Work instructions ▸ Write out the entries below exactly, from the first line to the one with "Road topology of", both ends included.

(Data section)

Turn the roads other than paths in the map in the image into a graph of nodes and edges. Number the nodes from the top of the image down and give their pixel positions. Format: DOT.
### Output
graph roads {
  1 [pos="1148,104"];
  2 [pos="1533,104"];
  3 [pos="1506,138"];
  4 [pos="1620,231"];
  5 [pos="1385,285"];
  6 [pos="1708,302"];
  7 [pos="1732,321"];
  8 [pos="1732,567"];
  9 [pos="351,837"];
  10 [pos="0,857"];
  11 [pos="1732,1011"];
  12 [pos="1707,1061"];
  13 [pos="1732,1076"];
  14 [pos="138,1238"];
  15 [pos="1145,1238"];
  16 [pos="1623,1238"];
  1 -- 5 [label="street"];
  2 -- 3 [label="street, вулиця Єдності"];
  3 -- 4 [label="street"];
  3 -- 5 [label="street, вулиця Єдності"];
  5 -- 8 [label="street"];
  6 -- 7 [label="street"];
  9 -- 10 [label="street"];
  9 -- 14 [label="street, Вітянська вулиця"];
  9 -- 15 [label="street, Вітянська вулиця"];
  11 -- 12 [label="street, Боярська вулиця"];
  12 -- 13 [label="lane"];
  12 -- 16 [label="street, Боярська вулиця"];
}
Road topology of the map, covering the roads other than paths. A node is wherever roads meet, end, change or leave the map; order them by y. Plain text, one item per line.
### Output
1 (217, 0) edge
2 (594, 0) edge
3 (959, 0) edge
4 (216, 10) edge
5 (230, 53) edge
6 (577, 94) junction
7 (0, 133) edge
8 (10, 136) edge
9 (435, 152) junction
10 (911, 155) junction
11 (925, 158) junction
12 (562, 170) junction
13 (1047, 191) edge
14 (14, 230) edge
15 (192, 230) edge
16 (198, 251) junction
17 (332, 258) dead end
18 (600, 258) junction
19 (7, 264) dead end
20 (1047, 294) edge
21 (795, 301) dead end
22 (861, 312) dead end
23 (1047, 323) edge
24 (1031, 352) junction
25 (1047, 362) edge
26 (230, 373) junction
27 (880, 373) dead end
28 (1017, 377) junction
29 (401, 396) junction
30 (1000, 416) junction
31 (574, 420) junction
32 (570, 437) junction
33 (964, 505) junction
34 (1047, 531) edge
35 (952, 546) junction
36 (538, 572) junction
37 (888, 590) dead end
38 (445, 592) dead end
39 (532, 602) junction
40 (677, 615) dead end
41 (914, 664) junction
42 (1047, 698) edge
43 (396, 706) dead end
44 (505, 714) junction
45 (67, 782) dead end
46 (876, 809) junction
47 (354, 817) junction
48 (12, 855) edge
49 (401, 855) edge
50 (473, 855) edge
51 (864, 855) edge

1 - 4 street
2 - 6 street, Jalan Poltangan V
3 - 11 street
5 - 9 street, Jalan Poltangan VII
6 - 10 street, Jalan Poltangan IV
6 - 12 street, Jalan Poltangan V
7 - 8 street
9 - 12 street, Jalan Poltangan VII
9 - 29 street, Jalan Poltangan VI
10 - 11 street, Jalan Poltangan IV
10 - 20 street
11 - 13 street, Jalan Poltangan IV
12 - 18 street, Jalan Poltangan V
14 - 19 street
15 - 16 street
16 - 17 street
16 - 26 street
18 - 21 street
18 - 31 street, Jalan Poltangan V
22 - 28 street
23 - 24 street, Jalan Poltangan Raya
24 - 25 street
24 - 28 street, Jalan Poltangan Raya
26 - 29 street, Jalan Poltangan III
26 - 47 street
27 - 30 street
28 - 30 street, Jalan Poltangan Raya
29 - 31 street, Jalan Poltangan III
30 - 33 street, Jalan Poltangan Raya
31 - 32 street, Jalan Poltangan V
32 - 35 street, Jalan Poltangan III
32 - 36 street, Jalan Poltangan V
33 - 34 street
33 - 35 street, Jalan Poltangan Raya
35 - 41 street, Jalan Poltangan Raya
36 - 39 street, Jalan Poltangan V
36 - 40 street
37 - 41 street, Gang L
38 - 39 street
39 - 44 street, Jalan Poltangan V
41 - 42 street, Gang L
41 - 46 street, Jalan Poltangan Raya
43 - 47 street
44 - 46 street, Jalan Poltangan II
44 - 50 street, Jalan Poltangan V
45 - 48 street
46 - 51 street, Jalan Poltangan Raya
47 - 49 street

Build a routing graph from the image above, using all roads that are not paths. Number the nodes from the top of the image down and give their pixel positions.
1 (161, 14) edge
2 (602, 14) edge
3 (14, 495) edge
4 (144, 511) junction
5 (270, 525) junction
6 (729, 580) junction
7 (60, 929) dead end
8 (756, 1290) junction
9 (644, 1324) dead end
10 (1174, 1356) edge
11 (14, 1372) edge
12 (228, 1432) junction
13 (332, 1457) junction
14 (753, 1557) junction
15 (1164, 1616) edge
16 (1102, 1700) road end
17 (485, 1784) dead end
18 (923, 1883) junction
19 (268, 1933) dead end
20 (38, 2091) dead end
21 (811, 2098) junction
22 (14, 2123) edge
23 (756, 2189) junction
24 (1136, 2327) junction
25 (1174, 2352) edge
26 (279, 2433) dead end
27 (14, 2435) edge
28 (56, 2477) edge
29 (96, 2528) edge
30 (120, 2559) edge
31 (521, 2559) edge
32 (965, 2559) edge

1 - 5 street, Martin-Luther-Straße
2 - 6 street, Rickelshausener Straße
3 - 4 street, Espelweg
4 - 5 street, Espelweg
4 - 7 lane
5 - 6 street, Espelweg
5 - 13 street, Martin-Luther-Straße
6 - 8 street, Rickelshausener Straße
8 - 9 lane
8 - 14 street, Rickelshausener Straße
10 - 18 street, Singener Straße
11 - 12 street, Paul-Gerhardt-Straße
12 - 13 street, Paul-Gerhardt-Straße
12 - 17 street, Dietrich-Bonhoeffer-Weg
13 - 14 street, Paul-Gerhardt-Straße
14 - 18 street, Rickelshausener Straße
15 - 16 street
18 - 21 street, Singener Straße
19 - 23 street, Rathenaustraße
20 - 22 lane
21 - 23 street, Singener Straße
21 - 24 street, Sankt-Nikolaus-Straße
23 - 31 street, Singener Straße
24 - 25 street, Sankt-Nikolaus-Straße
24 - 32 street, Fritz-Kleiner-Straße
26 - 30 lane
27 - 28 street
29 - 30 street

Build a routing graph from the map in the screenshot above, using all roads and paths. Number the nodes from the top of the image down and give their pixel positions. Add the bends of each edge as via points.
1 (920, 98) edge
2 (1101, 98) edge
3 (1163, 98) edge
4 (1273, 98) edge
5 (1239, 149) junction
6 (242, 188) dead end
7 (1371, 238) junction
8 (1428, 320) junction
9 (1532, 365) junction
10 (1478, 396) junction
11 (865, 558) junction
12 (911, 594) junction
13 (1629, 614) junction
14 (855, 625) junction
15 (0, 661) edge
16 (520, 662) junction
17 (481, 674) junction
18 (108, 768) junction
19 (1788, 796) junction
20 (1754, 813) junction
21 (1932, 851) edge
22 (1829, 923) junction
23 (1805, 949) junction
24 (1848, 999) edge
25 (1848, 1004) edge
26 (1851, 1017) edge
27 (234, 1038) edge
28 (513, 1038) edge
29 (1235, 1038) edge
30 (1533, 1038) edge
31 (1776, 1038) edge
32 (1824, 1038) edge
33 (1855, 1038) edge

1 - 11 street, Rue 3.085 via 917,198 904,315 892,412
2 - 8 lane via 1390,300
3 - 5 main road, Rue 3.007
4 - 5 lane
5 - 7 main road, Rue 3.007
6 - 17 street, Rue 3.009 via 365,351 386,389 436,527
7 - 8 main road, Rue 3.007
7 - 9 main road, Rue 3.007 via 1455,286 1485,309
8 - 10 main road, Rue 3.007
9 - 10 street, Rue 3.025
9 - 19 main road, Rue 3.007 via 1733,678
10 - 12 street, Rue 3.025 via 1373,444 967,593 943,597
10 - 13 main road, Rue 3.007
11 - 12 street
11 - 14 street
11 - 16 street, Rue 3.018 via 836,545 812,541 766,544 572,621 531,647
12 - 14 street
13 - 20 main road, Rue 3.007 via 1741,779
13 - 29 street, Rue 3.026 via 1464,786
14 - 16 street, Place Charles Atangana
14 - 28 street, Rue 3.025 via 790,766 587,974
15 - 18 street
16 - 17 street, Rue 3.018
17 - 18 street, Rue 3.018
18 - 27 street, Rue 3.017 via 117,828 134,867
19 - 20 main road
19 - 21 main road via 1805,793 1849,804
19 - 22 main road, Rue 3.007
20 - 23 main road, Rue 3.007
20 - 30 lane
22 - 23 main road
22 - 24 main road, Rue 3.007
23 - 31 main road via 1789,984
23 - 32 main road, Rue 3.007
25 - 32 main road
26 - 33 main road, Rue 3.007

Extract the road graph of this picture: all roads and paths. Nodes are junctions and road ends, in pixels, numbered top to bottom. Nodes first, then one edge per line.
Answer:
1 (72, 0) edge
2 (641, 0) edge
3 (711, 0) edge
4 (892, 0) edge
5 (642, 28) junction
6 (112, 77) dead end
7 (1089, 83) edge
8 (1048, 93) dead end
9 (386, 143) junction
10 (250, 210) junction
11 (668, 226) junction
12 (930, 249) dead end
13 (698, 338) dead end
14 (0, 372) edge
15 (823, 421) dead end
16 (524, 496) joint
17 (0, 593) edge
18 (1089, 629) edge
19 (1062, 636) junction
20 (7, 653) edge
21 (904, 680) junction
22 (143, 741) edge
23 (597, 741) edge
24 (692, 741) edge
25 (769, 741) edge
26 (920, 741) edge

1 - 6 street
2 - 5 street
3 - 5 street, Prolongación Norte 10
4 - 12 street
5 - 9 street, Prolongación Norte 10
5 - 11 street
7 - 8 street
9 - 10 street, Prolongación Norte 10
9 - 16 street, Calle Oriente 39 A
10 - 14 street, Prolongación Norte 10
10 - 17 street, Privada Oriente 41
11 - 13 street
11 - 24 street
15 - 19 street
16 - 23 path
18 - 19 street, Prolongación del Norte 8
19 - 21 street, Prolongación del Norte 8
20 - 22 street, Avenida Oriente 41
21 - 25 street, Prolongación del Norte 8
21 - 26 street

(End Data section)

Response to this exercise ▸
Turn the roads other than paths in the map in the image into a graph of nodes and edges. Number the nodes from the top of the image down and give their pixel positions. Format: DOT.
### Output
graph roads {
  1 [pos="1148,104"];
  2 [pos="1533,104"];
  3 [pos="1506,138"];
  4 [pos="1620,231"];
  5 [pos="1385,285"];
  6 [pos="1708,302"];
  7 [pos="1732,321"];
  8 [pos="1732,567"];
  9 [pos="351,837"];
  10 [pos="0,857"];
  11 [pos="1732,1011"];
  12 [pos="1707,1061"];
  13 [pos="1732,1076"];
  14 [pos="138,1238"];
  15 [pos="1145,1238"];
  16 [pos="1623,1238"];
  1 -- 5 [label="street"];
  2 -- 3 [label="street, вулиця Єдності"];
  3 -- 4 [label="street"];
  3 -- 5 [label="street, вулиця Єдності"];
  5 -- 8 [label="street"];
  6 -- 7 [label="street"];
  9 -- 10 [label="street"];
  9 -- 14 [label="street, Вітянська вулиця"];
  9 -- 15 [label="street, Вітянська вулиця"];
  11 -- 12 [label="street, Боярська вулиця"];
  12 -- 13 [label="lane"];
  12 -- 16 [label="street, Боярська вулиця"];
}
Road topology of the map, covering the roads other than paths. A node is wherever roads meet, end, change or leave the map; order them by y. Plain text, one item per line.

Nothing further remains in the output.